High-tech for low and medium tech
March 21, 2022Walk into any store and you may not immediately notice it, but signage is everywhere. It entices, informs, and convinces, all while maintaining consistent branding. Home Depot’s signage may look handwritten, but we all know it isn’t. It’s purposely designed and delivered to the consumer in a consistent way that informs about the product while supporting a friendly brand image. From supermarkets to local boutiques, you might not notice when it’s right, but you will notice when it’s wrong. Imagine walking into a supermarket and seeing shelf pricing handwritten on scraps of paper. You’d leave well before purchasing any items, regardless of the actual quality. You just never got past the bad signage.
For the marketing team, maintaining consistent signage across multiple locations isn’t easy. Add video displays to the mix and the effort of managing and deploying consistent signage becomes a complex problem. That’s where vendors such as ECS Global (ecsglobalinc.com) come in. Nucleus found their customers gained in two areas that delivered ROI. First, ECS Global customers were able to simplify the management of their signage effort, allowing them to spend more time managing the strategy than the process.
The other, more significant benefit, was the capability given to Marketing to quickly react to opportunities.
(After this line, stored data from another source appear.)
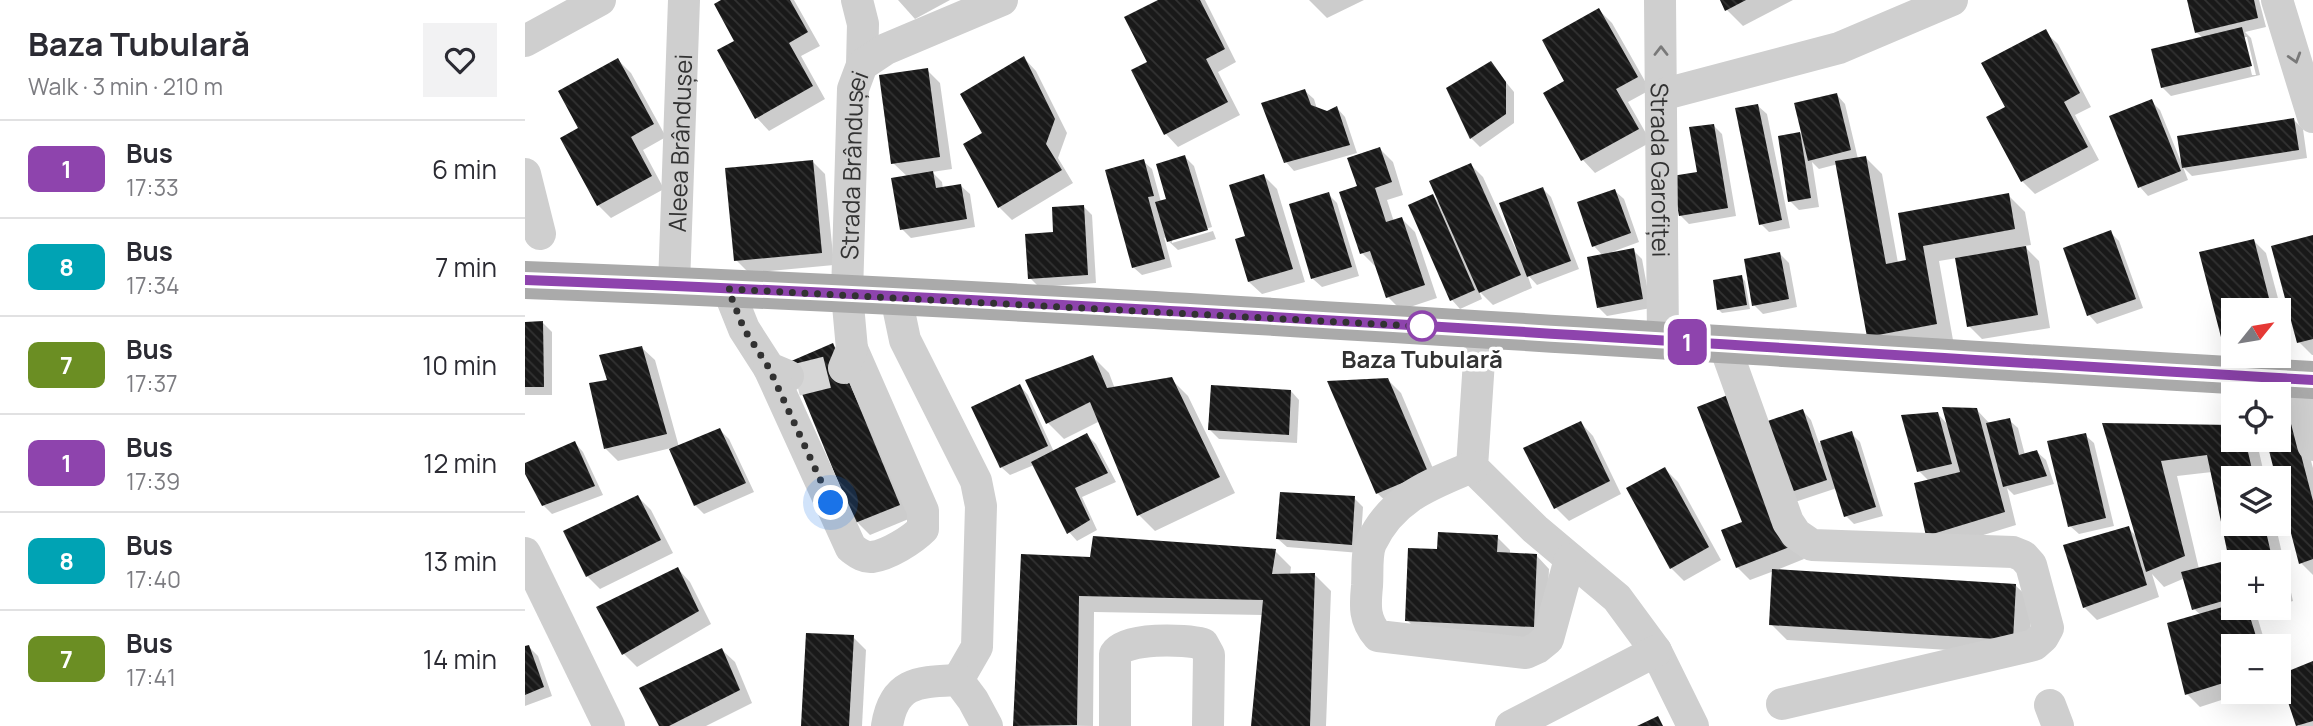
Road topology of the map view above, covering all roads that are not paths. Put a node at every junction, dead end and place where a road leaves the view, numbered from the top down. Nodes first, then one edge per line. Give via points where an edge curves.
1 (600, 0) edge
2 (684, 0) edge
3 (857, 0) edge
4 (1002, 0) edge
5 (1660, 0) edge
6 (1952, 0) edge
7 (2277, 0) edge
8 (525, 41) edge
9 (862, 65) junction
10 (1661, 95) junction
11 (2313, 117) edge
12 (525, 174) edge
13 (540, 234) dead end
14 (525, 280) edge
15 (674, 285) junction
16 (728, 289) junction
17 (848, 294) junction
18 (896, 297) junction
19 (1481, 330) junction
20 (1663, 340) junction
21 (1724, 344) junction
22 (2305, 379) edge
23 (2313, 445) edge
24 (1472, 467) junction
25 (525, 553) edge
26 (1570, 559) junction
27 (1656, 651) junction
28 (958, 680) junction
29 (1782, 704) dead end
30 (609, 726) edge
31 (887, 726) edge
32 (987, 726) edge
33 (1115, 726) edge
34 (1208, 726) edge
35 (1511, 726) edge
36 (1693, 726) edge

1 - 8 street
2 - 15 street, Aleea Brândușei
3 - 9 street via 863,24
4 - 9 street, Strada Brândușei via 886,49
10 -> 5 street, Strada Garofiței
6 - 10 street via 1839,48
7 -> 11 street
9 - 17 street, Strada Brândușei via 853,89
10 - 20 street, Strada Garofiței
12 - 13 street
14 - 15 main road
15 - 16 main road
16 - 17 main road
16 - 17 street, Strada Brândușei via 744,329 783,374 851,548 872,557 911,541 923,529 923,511 848,359
17 - 18 main road
18 - 19 main road
18 - 28 street via 905,340 976,481 981,506 977,647
19 - 20 main road
19 - 24 street
20 - 21 main road
21 - 22 main road
21 - 29 street via 1796,534 1812,545 2013,552 2031,565 2048,628 2034,645
22 - 23 street
24 - 26 street
24 - 26 street via 1422,488 1395,508 1370,545 1365,609 1369,626 1378,636 1526,653 1548,639
25 - 30 street
26 - 27 street via 1617,598
27 - 35 street
27 - 36 street
28 - 31 street via 907,687 895,699
28 - 32 street
33 - 34 street via 1115,654 1119,648 1131,643 1192,640 1203,643 1209,655

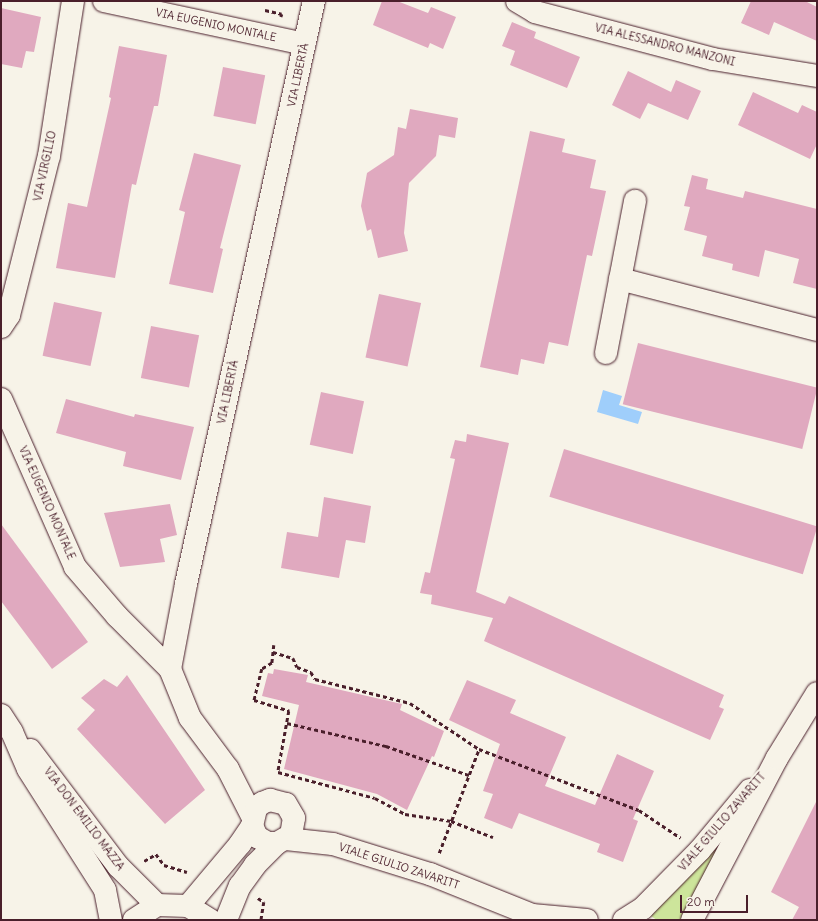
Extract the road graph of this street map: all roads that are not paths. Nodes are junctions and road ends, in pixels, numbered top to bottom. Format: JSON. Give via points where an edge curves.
{"nodes":[{"id":1,"x":73,"y":1,"type":"edge"},
{"id":2,"x":104,"y":1,"type":"edge"},
{"id":3,"x":314,"y":1,"type":"edge"},
{"id":4,"x":517,"y":1,"type":"edge"},
{"id":5,"x":151,"y":6,"type":"edge"},
{"id":6,"x":304,"y":44,"type":"junction"},
{"id":7,"x":817,"y":76,"type":"edge"},
{"id":8,"x":635,"y":201,"type":"dead end"},
{"id":9,"x":620,"y":279,"type":"junction"},
{"id":10,"x":1,"y":328,"type":"edge"},
{"id":11,"x":817,"y":330,"type":"edge"},
{"id":12,"x":606,"y":352,"type":"dead end"},
{"id":13,"x":1,"y":399,"type":"edge"},
{"id":14,"x":170,"y":669,"type":"junction"},
{"id":15,"x":817,"y":693,"type":"edge"},
{"id":16,"x":7,"y":723,"type":"edge"},
{"id":17,"x":777,"y":758,"type":"junction"},
{"id":18,"x":228,"y":769,"type":"junction"},
{"id":19,"x":270,"y":800,"type":"junction"},
{"id":20,"x":252,"y":821,"type":"junction"},
{"id":21,"x":286,"y":835,"type":"junction"},
{"id":22,"x":157,"y":905,"type":"junction"},
{"id":23,"x":188,"y":906,"type":"junction"},
{"id":24,"x":534,"y":917,"type":"edge"},
{"id":25,"x":632,"y":919,"type":"edge"},
{"id":26,"x":111,"y":920,"type":"edge"},
{"id":27,"x":134,"y":920,"type":"edge"},
{"id":28,"x":210,"y":920,"type":"edge"},
{"id":29,"x":226,"y":920,"type":"edge"},
{"id":30,"x":586,"y":920,"type":"edge"},
{"id":31,"x":692,"y":920,"type":"edge"}],
"edges":[{"from":1,"to":10,"type":"street","name":"VIA VIRGILIO","via":[[49,156],[9,315]]},
{"from":2,"to":5,"type":"street","name":"VIA EUGENIO MONTALE"},
{"from":3,"to":6,"type":"street","name":"VIA LIBERTÀ"},
{"from":4,"to":7,"type":"street","name":"VIA ALESSANDRO MANZONI","via":[[535,12],[713,59]]},
{"from":5,"to":6,"type":"street","name":"VIA EUGENIO MONTALE"},
{"from":6,"to":14,"type":"street","name":"VIA LIBERTÀ","via":[[186,584]]},
{"from":8,"to":9,"type":"street"},
{"from":9,"to":11,"type":"street"},
{"from":9,"to":12,"type":"street"},
{"from":13,"to":14,"type":"street","name":"VIA EUGENIO MONTALE","via":[[75,567],[117,616]]},
{"from":14,"to":18,"type":"street","via":[[190,718]]},
{"from":15,"to":17,"type":"street","name":"VIALE GIULIO ZAVARITT"},
{"from":16,"to":22,"type":"street","name":"VIA DON EMILIO MAZZA","via":[[37,757],[118,866]]},
{"from":16,"to":26,"type":"street","name":"VIA DON EMILIO MAZZA","via":[[28,769],[105,890]]},
{"from":17,"to":25,"type":"street","name":"VIALE GIULIO ZAVARITT","via":[[700,850]]},
{"from":17,"to":31,"type":"street","name":"VIALE GIULIO ZAVARITT"},
{"from":18,"to":19,"type":"street"},
{"from":18,"to":20,"type":"street"},
{"from":19,"to":20,"type":"street","via":[[262,803]]},
{"from":19,"to":21,"type":"street","via":[[286,804],[292,811]]},
{"from":20,"to":21,"type":"street","via":[[257,837],[268,843]]},
{"from":20,"to":23,"type":"street"},
{"from":21,"to":24,"type":"street","name":"VIALE GIULIO ZAVARITT","via":[[333,844],[430,874]]},
{"from":21,"to":29,"type":"street","via":[[254,865],[240,886]]},
{"from":22,"to":23,"type":"street"},
{"from":22,"to":27,"type":"street"},
{"from":23,"to":28,"type":"street"},
{"from":24,"to":30,"type":"street","name":"VIALE GIULIO ZAVARITT"}]}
Snow shovels priced appropriately on the shelf before a snowstorm might be an obvious example, but coordinating that with electronic signage highlighting the more profitable brands is simply not possible without a centralized management tool. Most electronic signage vendors have production tools for managing video content, but integrating that content with the other signage in the store becomes a manual chasm across multiple applications. It’s easy to see how that perceptible barrier limits marketing and sales opportunities.
It might not be high-tech, but signage has a big impact on sales. Managing it in a consistent and coordinated way can make a real difference to a retailers often slim bottom line.